Proteasomal Inhibition for Patients With Mis-sense Mutated Dysferlin

Status:
Terminated

Trial end date:
2017-09-15

Target enrollment:
0

Participant gender:
All

Summary

Dysferlin is a protein with an important role in the repair of muscle surface membranes. Mutations in dysferlin cause different forms of muscular dystrophies. Dysferlinopathies are inherited in an autosomal recessive manner, and many patients with this disease harbor mis-sense mutations in at least one of their two pathogenic DYSF alleles. These patients have significantly reduced or absent dysferlin levels in skeletal muscle, suggesting that dysferlin encoded by mis-sense alleles is rapidly degraded by the cell's quality-control system.

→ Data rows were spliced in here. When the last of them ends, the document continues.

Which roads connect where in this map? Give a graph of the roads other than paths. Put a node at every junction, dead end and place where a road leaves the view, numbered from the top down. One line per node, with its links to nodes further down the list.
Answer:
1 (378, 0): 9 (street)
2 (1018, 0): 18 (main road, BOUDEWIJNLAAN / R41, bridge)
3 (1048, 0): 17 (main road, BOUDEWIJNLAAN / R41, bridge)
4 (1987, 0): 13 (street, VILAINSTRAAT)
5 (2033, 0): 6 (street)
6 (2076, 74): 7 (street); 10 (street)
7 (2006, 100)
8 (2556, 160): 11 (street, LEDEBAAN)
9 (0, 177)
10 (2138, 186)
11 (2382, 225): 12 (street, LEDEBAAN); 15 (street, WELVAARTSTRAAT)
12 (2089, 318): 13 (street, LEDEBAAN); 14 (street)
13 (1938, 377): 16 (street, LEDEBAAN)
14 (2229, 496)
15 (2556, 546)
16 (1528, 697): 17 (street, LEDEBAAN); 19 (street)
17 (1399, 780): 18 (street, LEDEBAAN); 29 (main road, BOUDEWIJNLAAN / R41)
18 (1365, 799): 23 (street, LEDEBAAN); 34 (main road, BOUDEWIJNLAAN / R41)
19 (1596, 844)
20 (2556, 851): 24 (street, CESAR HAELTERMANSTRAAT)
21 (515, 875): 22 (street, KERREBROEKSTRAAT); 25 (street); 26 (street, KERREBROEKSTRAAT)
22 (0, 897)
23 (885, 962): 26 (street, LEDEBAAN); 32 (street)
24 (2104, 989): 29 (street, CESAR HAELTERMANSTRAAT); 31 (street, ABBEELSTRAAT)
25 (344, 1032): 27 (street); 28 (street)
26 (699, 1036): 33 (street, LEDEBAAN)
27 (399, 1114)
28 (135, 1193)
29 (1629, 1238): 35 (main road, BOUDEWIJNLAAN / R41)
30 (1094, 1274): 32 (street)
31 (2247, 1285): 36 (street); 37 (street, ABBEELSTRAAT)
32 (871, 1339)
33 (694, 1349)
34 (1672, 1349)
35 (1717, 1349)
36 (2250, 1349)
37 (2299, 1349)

In a series of in-vitro experiments we showed that mis-sense mutated dysferlin can be salvaged from degradation by proteasomal inhibition. This resulted in an increase of functional dysferlin protein and a subsequent repair of plasma membranes of cultured patient-derived muscle cells. In this proof-of-concept study we would like to test wether proteasomal inhibition can salvage mis-sense mutated dysferlin in patients harboring certain dysferlin mis-sense mutations.

Phase:

Phase 1

Accepts Healthy Volunteers?

Details

Lead Sponsor:

University Hospital, Basel, Switzerland

Treatments:

Bortezomib

Criteria

Inclusion Criteria:

- must carry at least one allele of a salvageable mis-sense mutation of dysferlin

- Age ≥ 18 years

- Written informed consent

Exclusion Criteria:

- Bleeding disorder

- Acute or chronic kidney failure (CCL <50 ml/min)

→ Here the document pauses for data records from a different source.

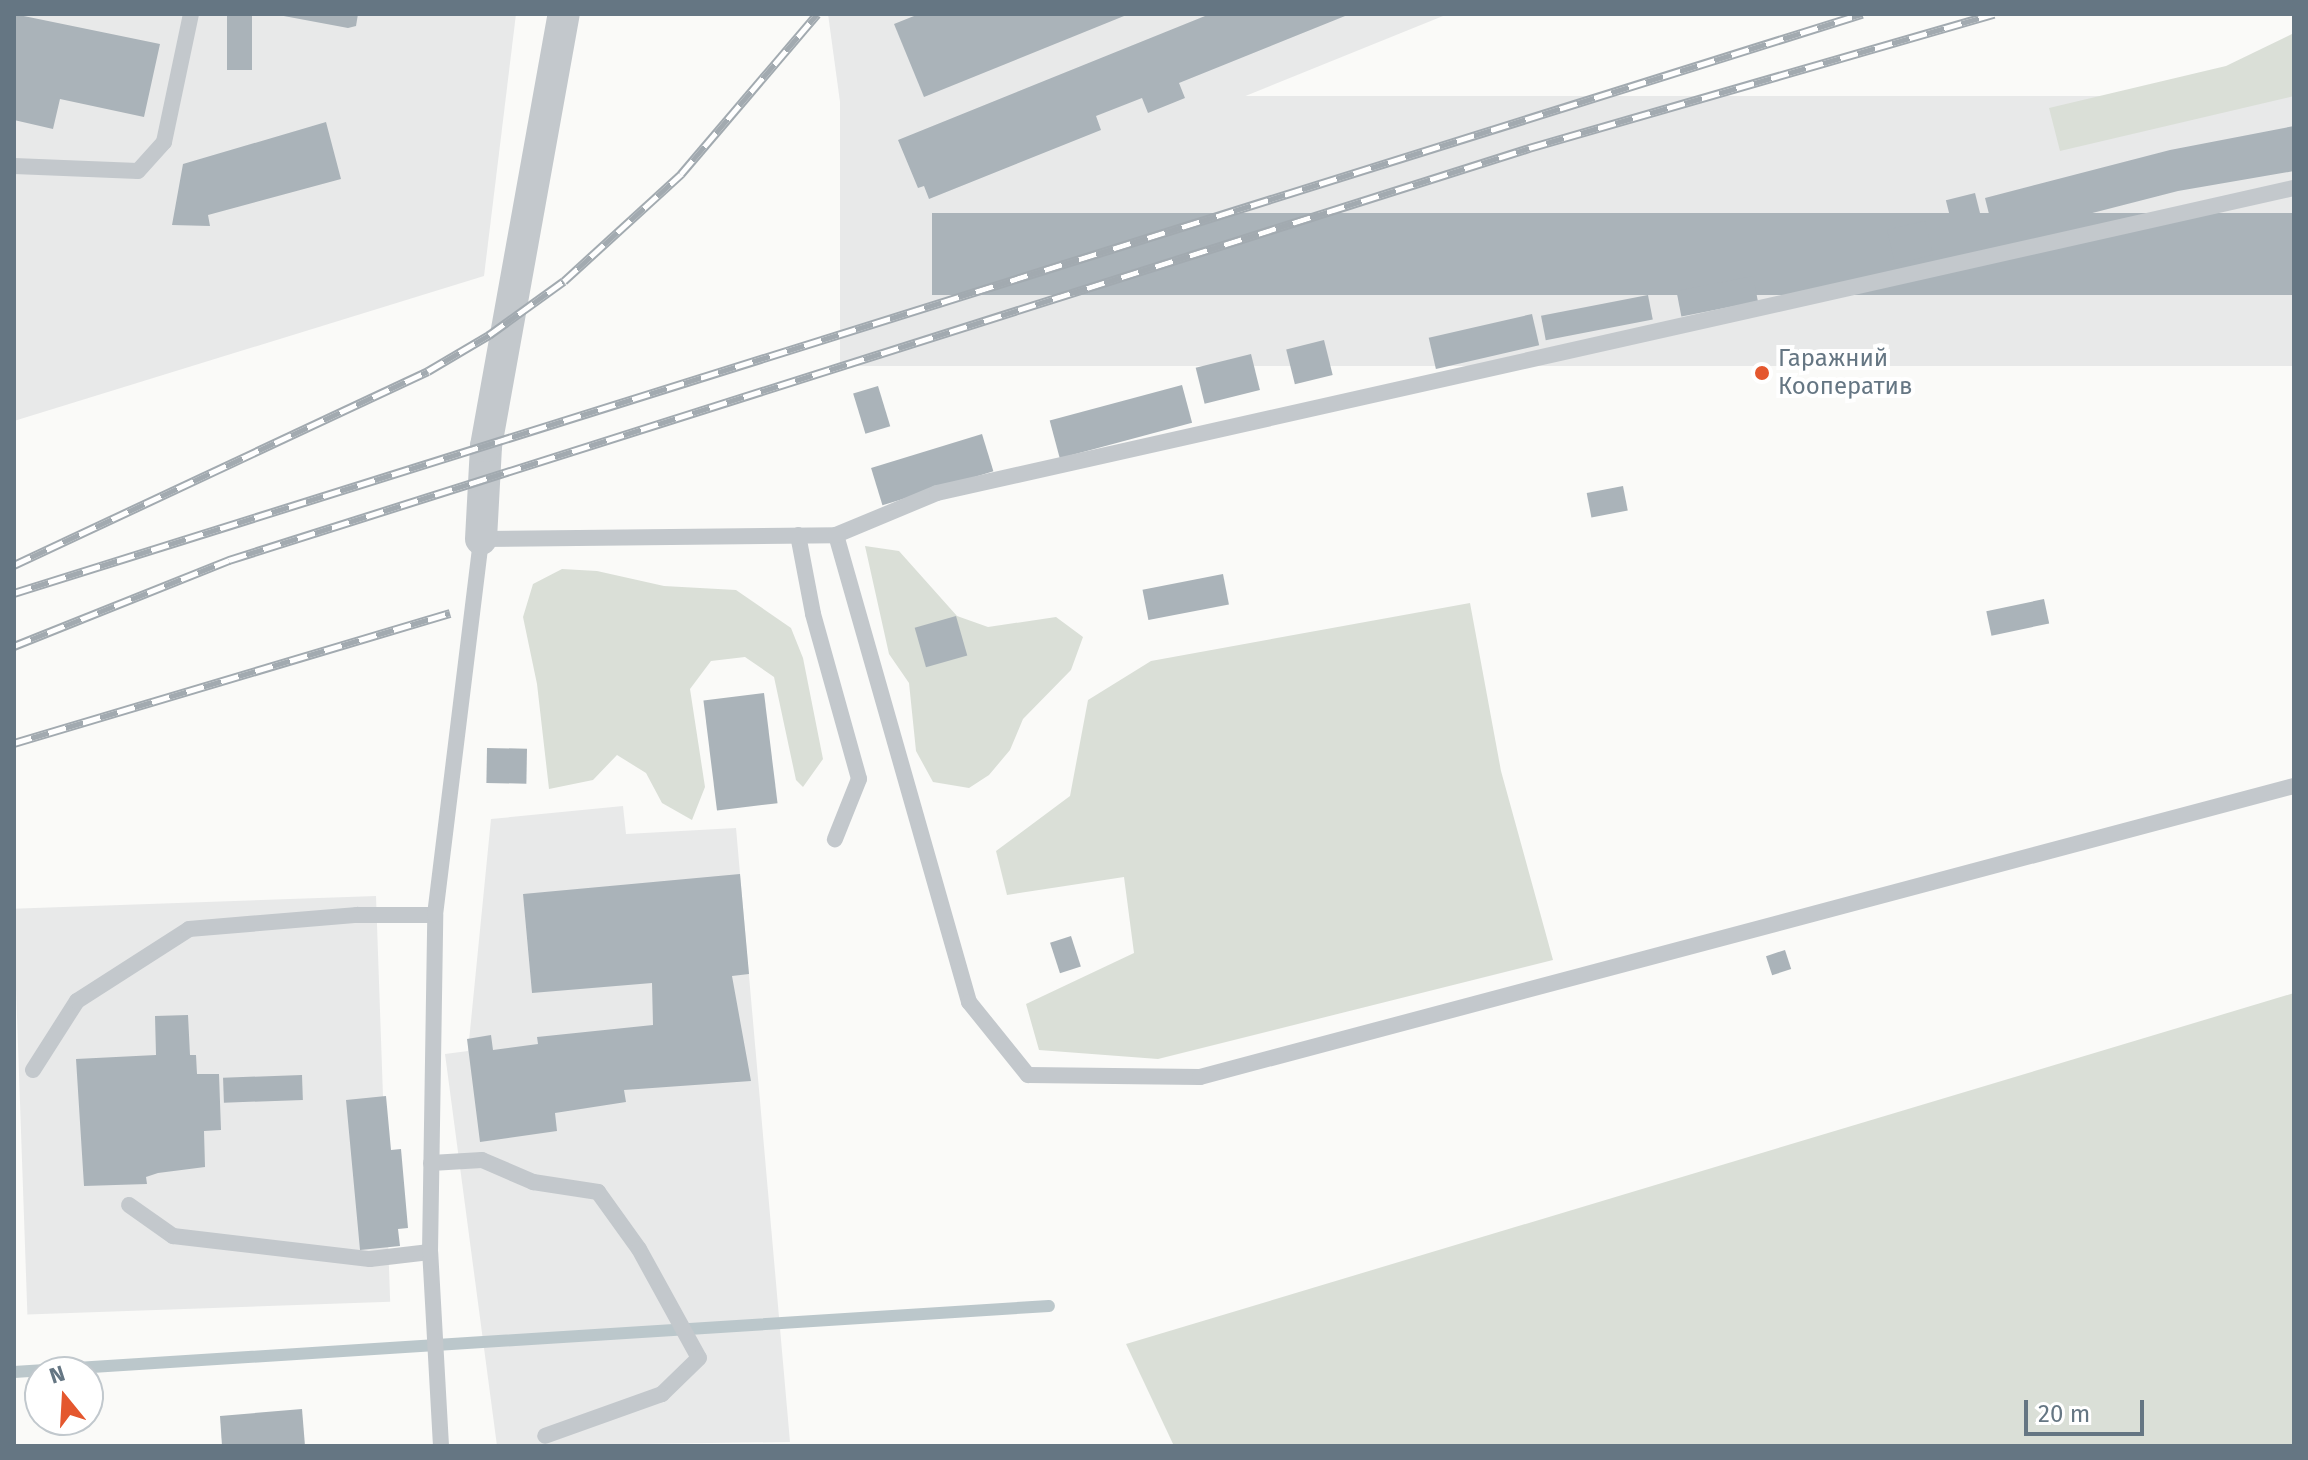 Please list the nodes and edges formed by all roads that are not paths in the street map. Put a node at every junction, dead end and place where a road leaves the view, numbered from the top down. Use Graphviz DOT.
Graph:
graph roads {
  1 [pos="191,14"];
  2 [pos="564,14"];
  3 [pos="14,166"];
  4 [pos="2294,188"];
  5 [pos="798,535"];
  6 [pos="836,535"];
  7 [pos="481,539"];
  8 [pos="2294,786"];
  9 [pos="835,839"];
  10 [pos="435,915"];
  11 [pos="33,1070"];
  12 [pos="431,1163"];
  13 [pos="129,1205"];
  14 [pos="430,1252"];
  15 [pos="545,1436"];
  16 [pos="441,1446"];
  1 -- 3 [label="lane"];
  2 -- 7 [label="street"];
  4 -- 6 [label="lane"];
  5 -- 6 [label="lane"];
  5 -- 7 [label="lane"];
  5 -- 9 [label="lane"];
  6 -- 8 [label="lane"];
  7 -- 10 [label="lane"];
  10 -- 11 [label="lane"];
  10 -- 12 [label="lane"];
  12 -- 14 [label="lane"];
  12 -- 15 [label="lane"];
  13 -- 14 [label="lane"];
  14 -- 16 [label="lane"];
}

- Advanced liver disease or active hepatitis

- Congestive heart failure NYHA III and IV

- Pregnancy or nursing

- Immunosuppression (prednisolone doses below 20 mg/d are allowed)

- Therapy with strong inhibitors of cytochrome P450 3A4

- HCV or HIV infection

- Regular alcohol consumption (>14 drinks a week)

- Drug addiction